Не пропустите новый номер Подписаться
№7, 1988/Литературная жизнь

Утонувший колокол (Читая А. Платонова)

…Он не давал чужого имени открывающейся перед ним безыменной жизни. Однако он не хотел, чтобы мир остался ненареченным, – он только ожидал услышать его собственное имя из его же уст…

А. Платонов,

«Происхождение мастера»

(1929).

…Я видел истину, я видел и знаю, что люди могут быть прекрасны и счастливы, не потеряв способности жить на земле. Я не хочу и не могу верить, чтобы зло было нормальным состоянием людей… >/ивой образ того, что я видел, будет всегда со мной и всегда меня поправит и направит.

Ф. М. Достоевский,

«Сон смешного человека»

(1877).

Сведения о Платонове конца 20-х – начала 30-х годов, – конструкторе треста «Росметровес» (куда он был устроен одним из друзей), авторе «Усомнившегося Макара», внезапно ставшем и знаменитым и «опальным», – до сих пор поразительно бледны, однообразны.
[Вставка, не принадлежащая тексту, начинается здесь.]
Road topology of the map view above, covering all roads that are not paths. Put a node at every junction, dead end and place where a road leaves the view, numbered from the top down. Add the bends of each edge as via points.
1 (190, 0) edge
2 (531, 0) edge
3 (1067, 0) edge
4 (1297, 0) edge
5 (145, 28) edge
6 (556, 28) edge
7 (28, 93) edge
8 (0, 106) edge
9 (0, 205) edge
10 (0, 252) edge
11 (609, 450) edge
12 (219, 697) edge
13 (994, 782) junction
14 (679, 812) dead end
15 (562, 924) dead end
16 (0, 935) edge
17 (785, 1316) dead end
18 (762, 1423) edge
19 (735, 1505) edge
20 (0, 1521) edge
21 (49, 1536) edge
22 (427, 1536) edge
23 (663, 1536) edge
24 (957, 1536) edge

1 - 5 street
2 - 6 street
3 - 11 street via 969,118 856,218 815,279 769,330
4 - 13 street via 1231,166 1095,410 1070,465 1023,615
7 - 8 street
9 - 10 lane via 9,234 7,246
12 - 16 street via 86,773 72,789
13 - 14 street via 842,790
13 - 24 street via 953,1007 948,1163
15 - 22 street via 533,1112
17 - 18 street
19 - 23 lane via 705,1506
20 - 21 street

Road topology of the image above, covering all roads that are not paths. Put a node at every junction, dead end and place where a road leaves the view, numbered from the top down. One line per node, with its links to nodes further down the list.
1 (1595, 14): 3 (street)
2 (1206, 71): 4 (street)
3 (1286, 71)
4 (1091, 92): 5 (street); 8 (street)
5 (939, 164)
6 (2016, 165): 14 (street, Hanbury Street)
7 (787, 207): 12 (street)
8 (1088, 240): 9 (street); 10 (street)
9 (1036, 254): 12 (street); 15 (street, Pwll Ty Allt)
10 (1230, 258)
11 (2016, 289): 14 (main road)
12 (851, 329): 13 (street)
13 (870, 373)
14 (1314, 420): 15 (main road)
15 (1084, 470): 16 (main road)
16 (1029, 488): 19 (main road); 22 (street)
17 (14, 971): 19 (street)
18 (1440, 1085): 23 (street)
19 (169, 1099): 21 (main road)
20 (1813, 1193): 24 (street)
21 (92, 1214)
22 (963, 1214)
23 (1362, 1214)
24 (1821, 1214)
Известно, что в Москве Платонов учился на курсах по рационализации обслуживания энергохозяйств, что он получил – в двух случаях в соавторстве с братом, П. П. Климентовым, – несколько патентов и авторских свидетельств на различные изобретения. Работать в «Росметровесе» и быть изобретателем его, безусловно, заставляла привычная гостья в его доме – нужда. Но не только она. Удивительно, но даже в 1930 году, будучи уже создателем романа «Чевенгур» (1929), работая над повестью «Котлован» и пьесой «Шарманка» (оба произведения были завершены в 1930 году), Платонов найдет время, чтобы написать «Заметки о техническом творчестве трудящихся людей» («Первый Иван») и вновь, с юношеской страстностью, поставить вопросы мелиорации в пустынях, электрификации, замены весеннего «поверхностного стока» (половодья) спасительным внутренним стоком, «реконструкции рельефа» и т. п.

Платонов еще явно непохож на того молчаливого и грустного художника второй половины 30-х годов, каким он предстает в воспоминаниях Эм. Миндлина. Он не ощущает стены отчуждения. Показателен такой эпизод. Рукопись романа «Чевенгур» вернулась из издательства «Федерация» исчерканной красным карандашом; в ней были обведены или отчеркнуты все абзацы со словом «социализм»; в рецензии автора обвинили, по словам самого Платонова, в том, что «революция в романе изображена неправильно, что все произведение поймут даже как контрреволюционное». Но судя по энергичному протесту Платонова, его объяснению в письме к Горькому («Я же работал совсем с другими чувствами…»)1, да и по другим обстоятельствам (таким, как новый шаг вперед в «Котловане» и, на наш взгляд, в «Шарманке»), в нем нет ощущения оттертости, тем более сломленности… В самом стремлении – «успеть бы» досказать себя, быть услышанным и вмешаться в опасный ход событий! – есть уже, правда, предчувствие совсем иных времен, своего будущего вынужденного молчания. Состояния одержимости и удрученности сменяли друг друга с лихорадочной быстротой.

* * *

А. М. Горький отказался от хлопот по изданию романа, усмотрев в нем и в самом авторе «анархическое умонастроение»2. То было полупонимание, которое хуже полного непонимания. В действительности Платонов посмотрел изнутри и на центр, и на анархическое правдоискательство, сказал и об опасности бюрократизации, исчезновения «сокровенного» в народе, человеке, и о катастрофичности ситуаций, когда мифы, утопии овладевают сознанием патриархальной массы.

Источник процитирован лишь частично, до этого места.